Sometimes a little outside help is useful. In the last couple of weeks I’ve been working with Lucy Llewellyn at the publishing services company Head and Heart as well as marketing mentor Yen Ooi at CreateThinkDo. Their help, along with the imminent need to determine how my first book will look and how I might present myself to the world, has forced me to look again at both what I write and why.
I began to writing about five years ago, taking evening classes as a creative outlet from a rather dry IT career. I explored stories set in the American Civil War simply because that was a period I knew the most about. I was naïve enough to believe it was as simple relating what happened; no particular ingredient needed from me other than description, a dab of imagination and passable grammar.
When I began to share my stories, my second daughter, Becky, who was studying philosophy at the time, pointed out that most of my stories involved some sort of existential crisis. I was surprised but, sure enough, many of them were about middle-aged or older men exhibiting some angst about the value of their lives and searching for some redemption. As I was merely approaching fifty, I comforted myself that the term middle-aged didn’t yet apply to me . . . It was a useful intervention, helping me to see that I was placing something of myself into my characters. I quickly wrote a story in first person as a twenty-something woman from Kentucky to try and break the mould.
A couple of years later on, here I am wondering what sort of cover image would best reflect my writing and considering how to go out into the world with a book to sell. The first part was easier. When Lucy asked me to pick out the sort of covers I liked, they were pretty much all landscapes. I’ve always loved writing that has a strong sense of place. This was perhaps just relearning something I’d forgotten. The work with Yen was more surprising. The CreateThinkDo method focused on me rather than my writing. It felt more like a counselling session, extracting my values and attitudes, good and bad. Even as we were going through the exercise I was relating it to my most recent stories and was amazed at what I could see. The existential stuff is still hanging around, but I also saw more clearly other values reflected in my writing.

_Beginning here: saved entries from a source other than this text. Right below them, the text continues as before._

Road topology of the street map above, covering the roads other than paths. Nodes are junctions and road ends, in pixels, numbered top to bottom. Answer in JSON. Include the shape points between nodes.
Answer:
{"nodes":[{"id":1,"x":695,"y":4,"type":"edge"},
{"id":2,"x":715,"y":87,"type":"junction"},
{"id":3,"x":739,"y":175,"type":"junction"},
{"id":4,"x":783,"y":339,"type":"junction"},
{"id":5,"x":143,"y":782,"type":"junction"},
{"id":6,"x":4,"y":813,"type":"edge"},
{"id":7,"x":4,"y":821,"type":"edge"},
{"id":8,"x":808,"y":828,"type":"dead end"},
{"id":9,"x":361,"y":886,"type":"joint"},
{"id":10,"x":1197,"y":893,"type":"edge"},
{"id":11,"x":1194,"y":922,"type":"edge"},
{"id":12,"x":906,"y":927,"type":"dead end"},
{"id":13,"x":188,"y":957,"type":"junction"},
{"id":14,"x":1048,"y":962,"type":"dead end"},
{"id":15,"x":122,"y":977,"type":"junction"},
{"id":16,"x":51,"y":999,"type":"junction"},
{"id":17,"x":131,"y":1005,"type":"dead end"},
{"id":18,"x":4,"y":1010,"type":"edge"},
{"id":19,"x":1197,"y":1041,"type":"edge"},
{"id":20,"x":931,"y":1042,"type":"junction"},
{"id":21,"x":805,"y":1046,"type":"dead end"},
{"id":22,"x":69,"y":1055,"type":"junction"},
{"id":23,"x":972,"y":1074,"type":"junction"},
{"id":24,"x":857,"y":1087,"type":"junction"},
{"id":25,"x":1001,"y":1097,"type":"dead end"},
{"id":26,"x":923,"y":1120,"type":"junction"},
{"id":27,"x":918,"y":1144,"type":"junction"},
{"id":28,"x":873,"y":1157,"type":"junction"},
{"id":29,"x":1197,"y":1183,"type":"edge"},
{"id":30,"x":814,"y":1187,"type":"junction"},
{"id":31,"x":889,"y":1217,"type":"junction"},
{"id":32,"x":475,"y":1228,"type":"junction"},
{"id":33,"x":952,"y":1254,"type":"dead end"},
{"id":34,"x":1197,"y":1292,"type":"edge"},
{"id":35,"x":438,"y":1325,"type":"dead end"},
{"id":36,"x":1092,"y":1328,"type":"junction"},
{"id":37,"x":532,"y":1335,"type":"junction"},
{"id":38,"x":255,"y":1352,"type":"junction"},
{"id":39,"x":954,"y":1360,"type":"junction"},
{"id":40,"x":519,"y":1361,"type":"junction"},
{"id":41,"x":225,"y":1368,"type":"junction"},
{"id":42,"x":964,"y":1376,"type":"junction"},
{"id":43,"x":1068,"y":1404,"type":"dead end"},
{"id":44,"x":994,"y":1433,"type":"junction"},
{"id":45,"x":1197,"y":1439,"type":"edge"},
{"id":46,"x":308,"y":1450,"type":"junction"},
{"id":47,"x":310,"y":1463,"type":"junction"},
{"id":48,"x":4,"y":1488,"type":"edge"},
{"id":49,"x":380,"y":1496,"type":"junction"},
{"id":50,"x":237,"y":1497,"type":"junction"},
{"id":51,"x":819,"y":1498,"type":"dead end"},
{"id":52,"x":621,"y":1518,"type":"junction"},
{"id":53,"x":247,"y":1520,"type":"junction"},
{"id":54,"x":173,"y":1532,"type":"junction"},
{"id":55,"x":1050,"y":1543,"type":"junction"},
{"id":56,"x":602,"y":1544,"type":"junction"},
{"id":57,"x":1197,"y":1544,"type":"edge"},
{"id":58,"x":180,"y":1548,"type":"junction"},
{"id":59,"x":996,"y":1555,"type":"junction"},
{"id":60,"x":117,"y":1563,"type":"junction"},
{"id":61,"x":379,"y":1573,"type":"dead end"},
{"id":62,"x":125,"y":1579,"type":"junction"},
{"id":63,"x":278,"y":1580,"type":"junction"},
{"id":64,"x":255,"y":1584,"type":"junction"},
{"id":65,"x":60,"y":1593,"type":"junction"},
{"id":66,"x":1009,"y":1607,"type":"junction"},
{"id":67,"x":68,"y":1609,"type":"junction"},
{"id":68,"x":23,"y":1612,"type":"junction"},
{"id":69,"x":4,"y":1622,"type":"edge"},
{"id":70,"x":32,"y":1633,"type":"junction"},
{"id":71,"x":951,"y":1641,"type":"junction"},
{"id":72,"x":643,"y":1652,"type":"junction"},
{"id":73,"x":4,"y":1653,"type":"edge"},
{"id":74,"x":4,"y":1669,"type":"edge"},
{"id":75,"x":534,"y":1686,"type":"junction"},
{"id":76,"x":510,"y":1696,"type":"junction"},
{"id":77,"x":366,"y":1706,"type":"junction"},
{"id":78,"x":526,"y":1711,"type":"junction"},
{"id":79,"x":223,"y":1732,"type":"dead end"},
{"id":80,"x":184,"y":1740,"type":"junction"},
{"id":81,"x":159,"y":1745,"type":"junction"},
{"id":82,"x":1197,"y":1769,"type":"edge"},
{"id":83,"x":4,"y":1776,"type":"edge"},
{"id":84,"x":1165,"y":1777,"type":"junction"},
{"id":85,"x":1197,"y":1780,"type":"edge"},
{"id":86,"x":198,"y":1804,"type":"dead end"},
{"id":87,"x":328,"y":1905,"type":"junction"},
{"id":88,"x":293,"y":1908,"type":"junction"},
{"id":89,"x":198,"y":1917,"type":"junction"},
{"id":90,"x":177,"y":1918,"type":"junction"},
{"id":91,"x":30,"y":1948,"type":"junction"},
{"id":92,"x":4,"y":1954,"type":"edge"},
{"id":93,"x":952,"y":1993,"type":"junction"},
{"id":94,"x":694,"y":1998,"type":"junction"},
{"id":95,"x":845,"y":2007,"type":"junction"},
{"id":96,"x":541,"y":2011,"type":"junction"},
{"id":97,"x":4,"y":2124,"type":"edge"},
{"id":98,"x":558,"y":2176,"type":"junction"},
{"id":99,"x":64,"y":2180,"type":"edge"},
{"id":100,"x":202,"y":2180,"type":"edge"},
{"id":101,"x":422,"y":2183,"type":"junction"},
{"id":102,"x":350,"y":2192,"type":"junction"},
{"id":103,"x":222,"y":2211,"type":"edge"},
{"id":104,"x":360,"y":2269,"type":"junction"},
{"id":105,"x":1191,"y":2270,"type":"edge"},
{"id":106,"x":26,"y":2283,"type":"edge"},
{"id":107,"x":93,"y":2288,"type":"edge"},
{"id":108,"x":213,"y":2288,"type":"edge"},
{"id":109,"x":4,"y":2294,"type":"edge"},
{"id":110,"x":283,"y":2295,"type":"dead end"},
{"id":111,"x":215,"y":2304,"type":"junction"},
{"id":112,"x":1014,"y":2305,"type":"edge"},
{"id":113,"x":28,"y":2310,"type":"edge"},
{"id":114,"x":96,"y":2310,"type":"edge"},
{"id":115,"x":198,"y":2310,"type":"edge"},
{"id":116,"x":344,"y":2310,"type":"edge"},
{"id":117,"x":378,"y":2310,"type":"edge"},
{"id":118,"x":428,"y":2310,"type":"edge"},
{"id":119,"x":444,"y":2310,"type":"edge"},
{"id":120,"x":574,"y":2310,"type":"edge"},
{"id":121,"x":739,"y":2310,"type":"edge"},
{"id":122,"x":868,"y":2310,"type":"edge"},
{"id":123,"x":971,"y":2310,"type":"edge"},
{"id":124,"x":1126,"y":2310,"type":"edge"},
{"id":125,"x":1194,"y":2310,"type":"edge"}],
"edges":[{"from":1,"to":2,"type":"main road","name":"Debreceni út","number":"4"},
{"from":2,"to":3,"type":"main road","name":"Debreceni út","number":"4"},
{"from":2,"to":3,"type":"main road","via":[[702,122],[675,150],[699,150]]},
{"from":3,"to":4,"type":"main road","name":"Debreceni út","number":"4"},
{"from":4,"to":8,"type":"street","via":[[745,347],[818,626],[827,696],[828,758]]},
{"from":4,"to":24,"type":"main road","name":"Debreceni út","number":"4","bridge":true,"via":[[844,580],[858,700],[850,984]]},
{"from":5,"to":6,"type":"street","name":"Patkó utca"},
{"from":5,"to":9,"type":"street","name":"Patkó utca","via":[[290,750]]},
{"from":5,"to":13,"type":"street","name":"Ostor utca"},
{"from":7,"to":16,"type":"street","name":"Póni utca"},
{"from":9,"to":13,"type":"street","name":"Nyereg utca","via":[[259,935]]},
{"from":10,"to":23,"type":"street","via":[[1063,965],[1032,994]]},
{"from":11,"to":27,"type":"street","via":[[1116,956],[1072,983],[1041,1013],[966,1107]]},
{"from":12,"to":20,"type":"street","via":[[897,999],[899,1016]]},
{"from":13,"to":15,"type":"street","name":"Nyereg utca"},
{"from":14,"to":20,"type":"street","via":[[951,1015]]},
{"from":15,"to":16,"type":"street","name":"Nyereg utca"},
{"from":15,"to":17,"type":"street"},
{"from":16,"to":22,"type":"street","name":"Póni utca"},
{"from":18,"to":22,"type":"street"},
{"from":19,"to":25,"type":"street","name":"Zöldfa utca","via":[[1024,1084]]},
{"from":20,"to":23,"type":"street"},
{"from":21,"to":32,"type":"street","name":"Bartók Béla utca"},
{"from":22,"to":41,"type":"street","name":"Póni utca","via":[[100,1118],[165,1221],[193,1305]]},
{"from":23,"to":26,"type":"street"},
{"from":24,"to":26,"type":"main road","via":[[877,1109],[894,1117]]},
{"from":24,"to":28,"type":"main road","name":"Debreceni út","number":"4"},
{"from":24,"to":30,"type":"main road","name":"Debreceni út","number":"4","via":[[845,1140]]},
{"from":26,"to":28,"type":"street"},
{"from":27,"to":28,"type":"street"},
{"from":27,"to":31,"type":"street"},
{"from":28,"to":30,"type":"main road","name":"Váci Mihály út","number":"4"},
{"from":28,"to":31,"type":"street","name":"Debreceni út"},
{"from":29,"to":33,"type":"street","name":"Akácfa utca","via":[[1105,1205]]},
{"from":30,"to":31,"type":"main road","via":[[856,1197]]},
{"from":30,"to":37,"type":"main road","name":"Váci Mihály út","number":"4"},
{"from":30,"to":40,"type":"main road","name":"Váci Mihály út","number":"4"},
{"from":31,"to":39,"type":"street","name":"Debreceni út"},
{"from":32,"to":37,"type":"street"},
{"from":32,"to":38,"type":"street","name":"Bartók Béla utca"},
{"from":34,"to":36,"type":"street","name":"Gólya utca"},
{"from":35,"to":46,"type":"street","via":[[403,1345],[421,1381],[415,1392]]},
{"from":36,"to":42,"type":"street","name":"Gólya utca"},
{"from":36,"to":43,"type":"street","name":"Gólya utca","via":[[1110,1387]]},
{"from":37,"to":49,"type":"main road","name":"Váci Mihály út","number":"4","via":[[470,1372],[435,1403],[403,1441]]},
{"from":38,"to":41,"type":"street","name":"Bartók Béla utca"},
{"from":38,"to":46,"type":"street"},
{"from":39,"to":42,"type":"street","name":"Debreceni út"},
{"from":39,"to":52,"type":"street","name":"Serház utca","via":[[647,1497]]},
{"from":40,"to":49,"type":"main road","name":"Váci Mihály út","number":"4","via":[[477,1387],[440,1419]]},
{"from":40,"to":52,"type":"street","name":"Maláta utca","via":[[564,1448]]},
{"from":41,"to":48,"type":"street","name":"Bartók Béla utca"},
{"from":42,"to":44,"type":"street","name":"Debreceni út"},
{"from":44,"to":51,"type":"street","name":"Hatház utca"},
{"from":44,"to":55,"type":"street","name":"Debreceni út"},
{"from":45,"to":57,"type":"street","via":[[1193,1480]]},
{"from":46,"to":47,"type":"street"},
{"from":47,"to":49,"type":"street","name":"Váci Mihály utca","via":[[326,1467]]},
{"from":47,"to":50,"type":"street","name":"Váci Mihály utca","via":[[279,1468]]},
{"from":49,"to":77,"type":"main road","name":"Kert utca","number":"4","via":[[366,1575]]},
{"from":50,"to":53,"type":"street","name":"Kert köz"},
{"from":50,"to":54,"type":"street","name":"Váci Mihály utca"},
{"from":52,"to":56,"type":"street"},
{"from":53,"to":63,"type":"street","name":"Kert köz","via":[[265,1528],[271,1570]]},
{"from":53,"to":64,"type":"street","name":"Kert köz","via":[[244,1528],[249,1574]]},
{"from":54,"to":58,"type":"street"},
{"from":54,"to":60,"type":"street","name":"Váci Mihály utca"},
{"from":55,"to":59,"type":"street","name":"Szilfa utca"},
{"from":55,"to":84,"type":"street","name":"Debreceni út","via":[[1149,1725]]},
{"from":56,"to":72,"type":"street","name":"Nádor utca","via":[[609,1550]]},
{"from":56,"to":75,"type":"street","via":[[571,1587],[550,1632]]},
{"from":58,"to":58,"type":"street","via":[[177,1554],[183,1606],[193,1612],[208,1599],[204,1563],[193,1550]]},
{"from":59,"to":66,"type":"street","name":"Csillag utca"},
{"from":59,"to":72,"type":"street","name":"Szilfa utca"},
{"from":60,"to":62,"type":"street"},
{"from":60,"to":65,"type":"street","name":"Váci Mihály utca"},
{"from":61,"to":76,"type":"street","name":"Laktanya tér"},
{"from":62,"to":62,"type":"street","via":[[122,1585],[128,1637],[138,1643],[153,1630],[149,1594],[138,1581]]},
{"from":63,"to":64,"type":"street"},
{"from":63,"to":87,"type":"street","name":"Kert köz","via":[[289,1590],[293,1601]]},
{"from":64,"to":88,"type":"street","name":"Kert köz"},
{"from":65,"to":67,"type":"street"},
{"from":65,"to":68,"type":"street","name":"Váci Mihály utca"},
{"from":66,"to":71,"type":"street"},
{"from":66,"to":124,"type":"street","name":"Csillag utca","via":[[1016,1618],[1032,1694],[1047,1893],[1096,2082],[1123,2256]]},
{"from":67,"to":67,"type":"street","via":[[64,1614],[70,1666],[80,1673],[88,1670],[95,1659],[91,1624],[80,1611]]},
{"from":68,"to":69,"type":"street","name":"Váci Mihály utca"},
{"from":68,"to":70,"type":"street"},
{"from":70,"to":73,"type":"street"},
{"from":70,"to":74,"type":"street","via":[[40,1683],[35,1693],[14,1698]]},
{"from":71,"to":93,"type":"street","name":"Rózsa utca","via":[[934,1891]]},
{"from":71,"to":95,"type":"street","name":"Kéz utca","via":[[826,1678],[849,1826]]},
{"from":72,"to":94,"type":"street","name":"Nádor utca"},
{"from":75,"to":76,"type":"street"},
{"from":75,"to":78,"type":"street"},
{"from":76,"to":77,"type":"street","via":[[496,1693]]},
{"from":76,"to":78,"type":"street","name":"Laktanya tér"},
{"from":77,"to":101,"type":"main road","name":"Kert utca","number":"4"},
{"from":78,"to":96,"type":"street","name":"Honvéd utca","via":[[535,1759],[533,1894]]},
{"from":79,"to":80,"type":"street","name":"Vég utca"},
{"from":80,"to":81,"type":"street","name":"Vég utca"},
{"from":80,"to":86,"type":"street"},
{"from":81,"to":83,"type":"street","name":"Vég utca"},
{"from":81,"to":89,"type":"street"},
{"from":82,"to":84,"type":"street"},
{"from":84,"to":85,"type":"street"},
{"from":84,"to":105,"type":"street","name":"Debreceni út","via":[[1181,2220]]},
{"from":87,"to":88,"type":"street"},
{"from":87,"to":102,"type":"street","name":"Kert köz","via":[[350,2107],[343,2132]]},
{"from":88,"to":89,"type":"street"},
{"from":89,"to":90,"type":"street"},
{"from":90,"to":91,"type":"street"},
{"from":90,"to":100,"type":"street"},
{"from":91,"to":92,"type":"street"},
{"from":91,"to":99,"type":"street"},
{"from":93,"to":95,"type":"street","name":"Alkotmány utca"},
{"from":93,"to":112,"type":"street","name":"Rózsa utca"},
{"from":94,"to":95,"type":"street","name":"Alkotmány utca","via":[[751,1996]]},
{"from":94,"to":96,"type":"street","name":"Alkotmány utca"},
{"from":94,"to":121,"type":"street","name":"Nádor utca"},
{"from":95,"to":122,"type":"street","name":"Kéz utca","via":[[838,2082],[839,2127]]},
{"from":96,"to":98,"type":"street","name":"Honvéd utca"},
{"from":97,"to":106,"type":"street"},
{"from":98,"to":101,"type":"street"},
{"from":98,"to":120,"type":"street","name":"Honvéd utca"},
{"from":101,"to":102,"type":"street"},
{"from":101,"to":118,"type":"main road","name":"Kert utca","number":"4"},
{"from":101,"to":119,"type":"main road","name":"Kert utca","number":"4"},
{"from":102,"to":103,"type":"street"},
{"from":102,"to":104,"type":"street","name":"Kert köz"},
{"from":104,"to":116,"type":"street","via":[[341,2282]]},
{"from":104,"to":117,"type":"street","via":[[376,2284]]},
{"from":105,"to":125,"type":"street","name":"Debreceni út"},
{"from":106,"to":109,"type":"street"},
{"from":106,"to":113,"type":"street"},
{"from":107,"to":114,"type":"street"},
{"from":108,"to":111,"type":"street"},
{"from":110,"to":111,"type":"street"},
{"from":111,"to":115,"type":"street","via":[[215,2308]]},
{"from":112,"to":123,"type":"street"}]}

Many of my characters are amiable; they make use of humour and have a tendency towards responsibility (not always what you want in a character). Above all I could see that they either possessed or were searching for a certain generosity of spirit.
This last realization was especially powerful. I could guess at some of its sources. Two of my favourite writers are Garrison Keillor and Tim Gautreaux, both writers that dig for that spirit in their respective community landscapes of Minnesota and Louisiana. I could also see in it a reaction to the way the world is tending: a need find a bedrock of charity and selflessness. I have certainly met some exceptionally generous people through writing. I’d like to think that they know who they are, but they probably don’t. Perhaps I was just reflecting on them. Wherever this need comes from, it’s probably not a million miles from that old existential crisis, measuring myself against the worth of others, real or fictional.